§ **ASSIGNMENT**
The result should be all the records, exact and complete, without a single picture.

§ **Stored entries**
+===+

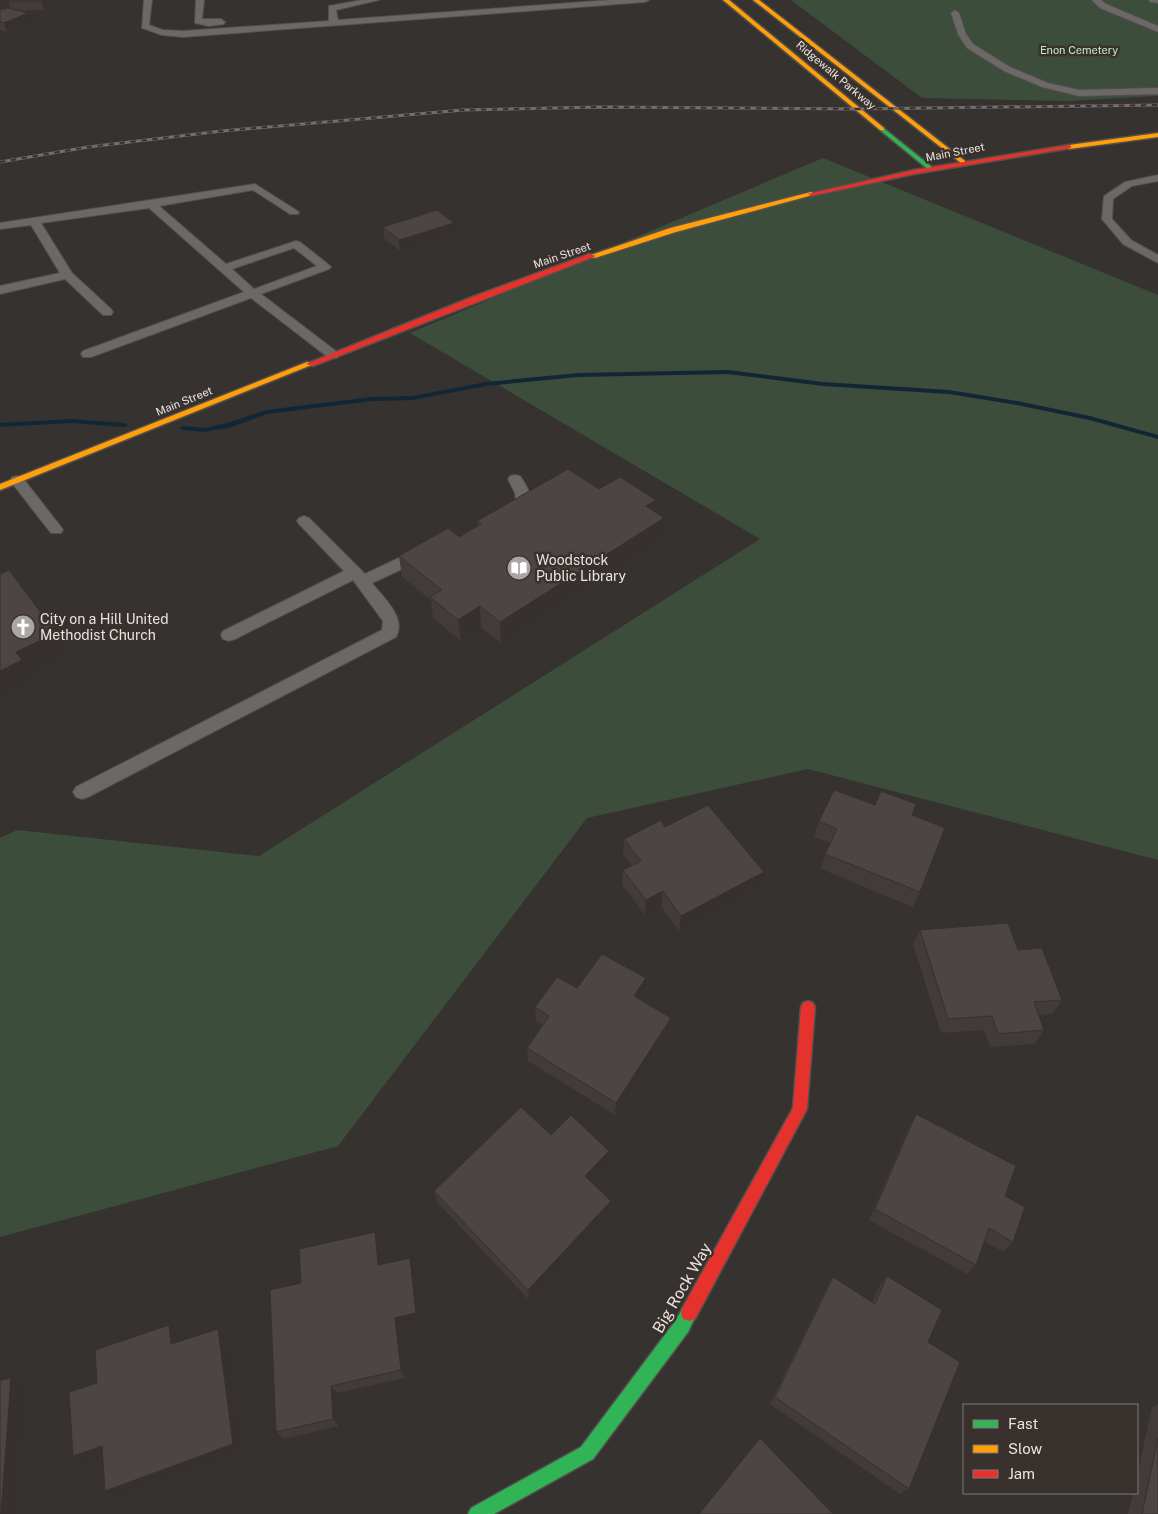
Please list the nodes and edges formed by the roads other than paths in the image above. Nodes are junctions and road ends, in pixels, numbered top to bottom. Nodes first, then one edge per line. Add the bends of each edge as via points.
1 (148, 0) edge
2 (200, 0) edge
3 (375, 0) edge
4 (645, 0) edge
5 (726, 0) edge
6 (756, 0) edge
7 (1096, 0) edge
8 (1153, 0) edge
9 (358, 1) edge
10 (1158, 1) edge
11 (955, 13) dead end
12 (334, 19) junction
13 (1158, 30) edge
14 (1158, 91) edge
15 (1158, 135) edge
16 (963, 162) junction
17 (931, 169) junction
18 (1158, 178) edge
19 (1129, 184) junction
20 (1151, 190) dead end
21 (151, 204) junction
22 (294, 212) dead end
23 (34, 220) junction
24 (0, 226) edge
25 (1158, 260) edge
26 (224, 268) junction
27 (68, 275) junction
28 (0, 290) edge
29 (252, 293) junction
30 (107, 312) dead end
31 (87, 354) dead end
32 (332, 355) junction
33 (515, 479) dead end
34 (17, 480) junction
35 (0, 487) edge
36 (503, 517) edge
37 (304, 521) dead end
38 (56, 530) dead end
39 (433, 549) edge
40 (359, 577) junction
41 (229, 635) dead end
42 (82, 792) dead end
43 (808, 1007) dead end
44 (477, 1514) edge

1 - 12 lane via 146,26 162,32 184,34
2 - 12 lane via 197,18 203,23
3 - 9 lane
4 - 12 lane
5 - 17 main road, Ridgewalk Parkway
6 - 16 main road, Ridgewalk Parkway
7 - 13 lane
8 - 10 lane
9 - 12 lane via 332,8
11 - 14 lane via 970,46 1007,69 1045,85 1079,93
15 - 16 main road, Main Street
16 - 17 main road, Main Street
17 - 32 main road, Main Street via 804,196 669,231 461,304
18 - 19 lane
19 - 20 lane
19 - 25 lane via 1108,198 1107,219 1127,242
21 - 22 lane via 255,187
21 - 23 lane
21 - 26 lane
23 - 24 lane
23 - 27 lane
26 - 29 lane
26 - 29 lane via 296,244 325,267
27 - 28 lane
27 - 30 lane
29 - 31 lane
29 - 32 lane
32 - 34 main road, Main Street
33 - 36 lane via 524,501 518,509
34 - 35 main road, Main Street
34 - 38 lane
37 - 40 lane
39 - 40 lane
40 - 41 lane
40 - 42 lane via 391,620 390,633
43 - 44 main road, Big Rock Way via 800,1108 682,1326 587,1453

+===+

§ **EXERCISE RESULT**
Please list the nodes and edges formed by the roads other than paths in the image above. Nodes are junctions and road ends, in pixels, numbered top to bottom. Nodes first, then one edge per line. Add the bends of each edge as via points.
1 (148, 0) edge
2 (200, 0) edge
3 (375, 0) edge
4 (645, 0) edge
5 (726, 0) edge
6 (756, 0) edge
7 (1096, 0) edge
8 (1153, 0) edge
9 (358, 1) edge
10 (1158, 1) edge
11 (955, 13) dead end
12 (334, 19) junction
13 (1158, 30) edge
14 (1158, 91) edge
15 (1158, 135) edge
16 (963, 162) junction
17 (931, 169) junction
18 (1158, 178) edge
19 (1129, 184) junction
20 (1151, 190) dead end
21 (151, 204) junction
22 (294, 212) dead end
23 (34, 220) junction
24 (0, 226) edge
25 (1158, 260) edge
26 (224, 268) junction
27 (68, 275) junction
28 (0, 290) edge
29 (252, 293) junction
30 (107, 312) dead end
31 (87, 354) dead end
32 (332, 355) junction
33 (515, 479) dead end
34 (17, 480) junction
35 (0, 487) edge
36 (503, 517) edge
37 (304, 521) dead end
38 (56, 530) dead end
39 (433, 549) edge
40 (359, 577) junction
41 (229, 635) dead end
42 (82, 792) dead end
43 (808, 1007) dead end
44 (477, 1514) edge

1 - 12 lane via 146,26 162,32 184,34
2 - 12 lane via 197,18 203,23
3 - 9 lane
4 - 12 lane
5 - 17 main road, Ridgewalk Parkway
6 - 16 main road, Ridgewalk Parkway
7 - 13 lane
8 - 10 lane
9 - 12 lane via 332,8
11 - 14 lane via 970,46 1007,69 1045,85 1079,93
15 - 16 main road, Main Street
16 - 17 main road, Main Street
17 - 32 main road, Main Street via 804,196 669,231 461,304
18 - 19 lane
19 - 20 lane
19 - 25 lane via 1108,198 1107,219 1127,242
21 - 22 lane via 255,187
21 - 23 lane
21 - 26 lane
23 - 24 lane
23 - 27 lane
26 - 29 lane
26 - 29 lane via 296,244 325,267
27 - 28 lane
27 - 30 lane
29 - 31 lane
29 - 32 lane
32 - 34 main road, Main Street
33 - 36 lane via 524,501 518,509
34 - 35 main road, Main Street
34 - 38 lane
37 - 40 lane
39 - 40 lane
40 - 41 lane
40 - 42 lane via 391,620 390,633
43 - 44 main road, Big Rock Way via 800,1108 682,1326 587,1453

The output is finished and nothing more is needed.